_WHAT IS BEING ASKED_
Where a line of the records holds the string "ANGULLIA", copy that line.

_AVAILABLE RECORDS_

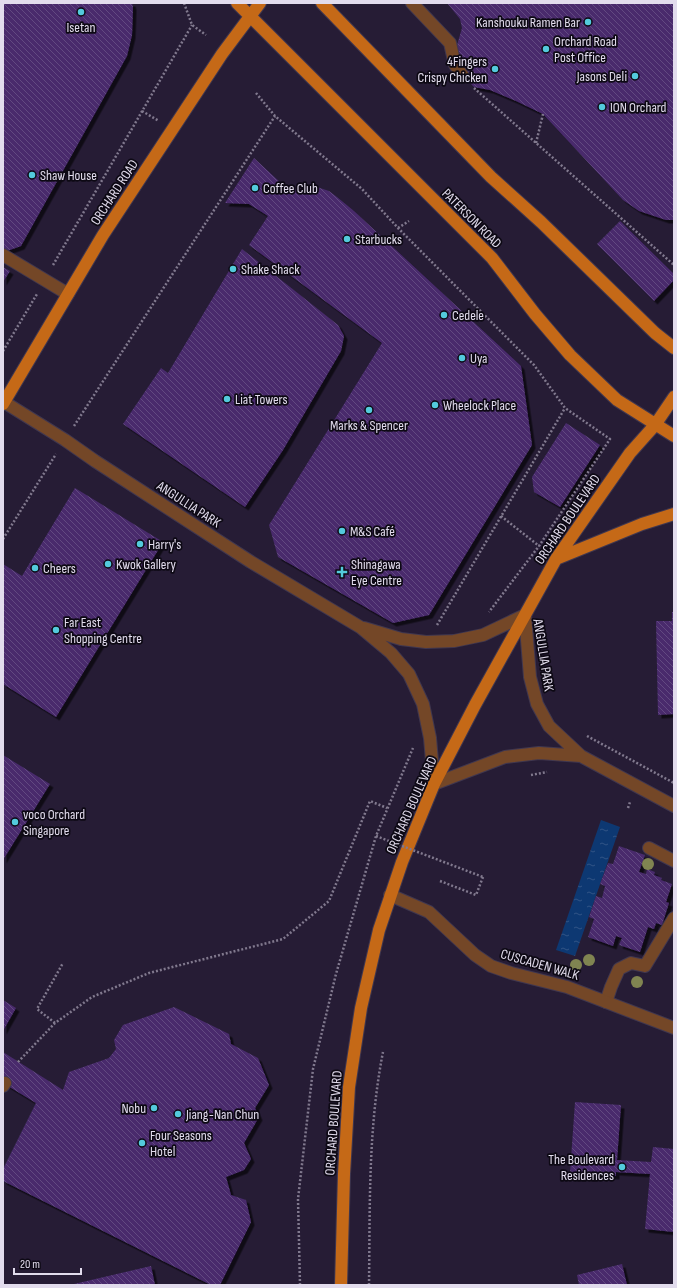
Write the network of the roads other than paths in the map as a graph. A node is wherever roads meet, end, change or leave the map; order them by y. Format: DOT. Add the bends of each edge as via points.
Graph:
graph roads {
  1 [pos="237,3"];
  2 [pos="260,3"];
  3 [pos="322,3"];
  4 [pos="412,3"];
  5 [pos="250,16"];
  6 [pos="463,76"];
  7 [pos="3,255"];
  8 [pos="68,294"];
  9 [pos="674,348"];
  10 [pos="674,397"];
  11 [pos="4,403"];
  12 [pos="655,425"];
  13 [pos="674,436"];
  14 [pos="674,514"];
  15 [pos="556,559"];
  16 [pos="525,615"];
  17 [pos="360,627"];
  18 [pos="581,756"];
  19 [pos="434,784"];
  20 [pos="674,806"];
  21 [pos="649,848"];
  22 [pos="674,860"];
  23 [pos="390,895"];
  24 [pos="674,918"];
  25 [pos="606,1002"];
  26 [pos="674,1028"];
  27 [pos="341,1285"];
  1 -- 5 [label="main road, PATERSON ROAD"];
  2 -- 5 [label="main road, ORCHARD ROAD"];
  3 -- 9 [label="main road" via="491,177 655,333"];
  4 -- 6 [label="street" via="450,43 455,65"];
  5 -- 8 [label="main road, ORCHARD ROAD" via="222,54 103,235"];
  5 -- 12 [label="main road, PATERSON ROAD" via="492,258 570,355 617,400"];
  7 -- 8 [label="street"];
  8 -- 11 [label="main road, ORCHARD ROAD"];
  10 -- 12 [label="main road, ORCHARD BOULEVARD"];
  11 -- 17 [label="street, ANGULLIA PARK" via="65,440 250,562"];
  12 -- 13 [label="main road, PATERSON ROAD"];
  12 -- 15 [label="main road, ORCHARD BOULEVARD" via="630,454"];
  14 -- 15 [label="main road" via="642,524"];
  15 -- 16 [label="main road, ORCHARD BOULEVARD"];
  16 -- 17 [label="street, ANGULLIA PARK" via="483,636 454,641 426,642 401,639"];
  16 -- 18 [label="street, ANGULLIA PARK" via="530,677 537,704 548,726"];
  16 -- 19 [label="main road, ORCHARD BOULEVARD"];
  17 -- 19 [label="street, ANGULLIA PARK" via="391,653 409,674 423,704 430,738"];
  18 -- 19 [label="street, ANGULLIA PARK" via="539,753 505,757"];
  18 -- 20 [label="street, ANGULLIA PARK"];
  19 -- 23 [label="main road, ORCHARD BOULEVARD"];
  21 -- 22 [label="street"];
  23 -- 25 [label="street, CUSCADEN WALK" via="429,912 475,955 491,966 566,987"];
  23 -- 27 [label="main road, ORCHARD BOULEVARD" via="361,1008 349,1088"];
  24 -- 25 [label="street" via="645,966 631,962 619,970"];
  25 -- 26 [label="street, CUSCADEN WALK"];
}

_RESULT FOR THIS TASK_
  11 -- 17 [label="street, ANGULLIA PARK" via="65,440 250,562"];
  16 -- 17 [label="street, ANGULLIA PARK" via="483,636 454,641 426,642 401,639"];
  16 -- 18 [label="street, ANGULLIA PARK" via="530,677 537,704 548,726"];
  17 -- 19 [label="street, ANGULLIA PARK" via="391,653 409,674 423,704 430,738"];
  18 -- 19 [label="street, ANGULLIA PARK" via="539,753 505,757"];
  18 -- 20 [label="street, ANGULLIA PARK"];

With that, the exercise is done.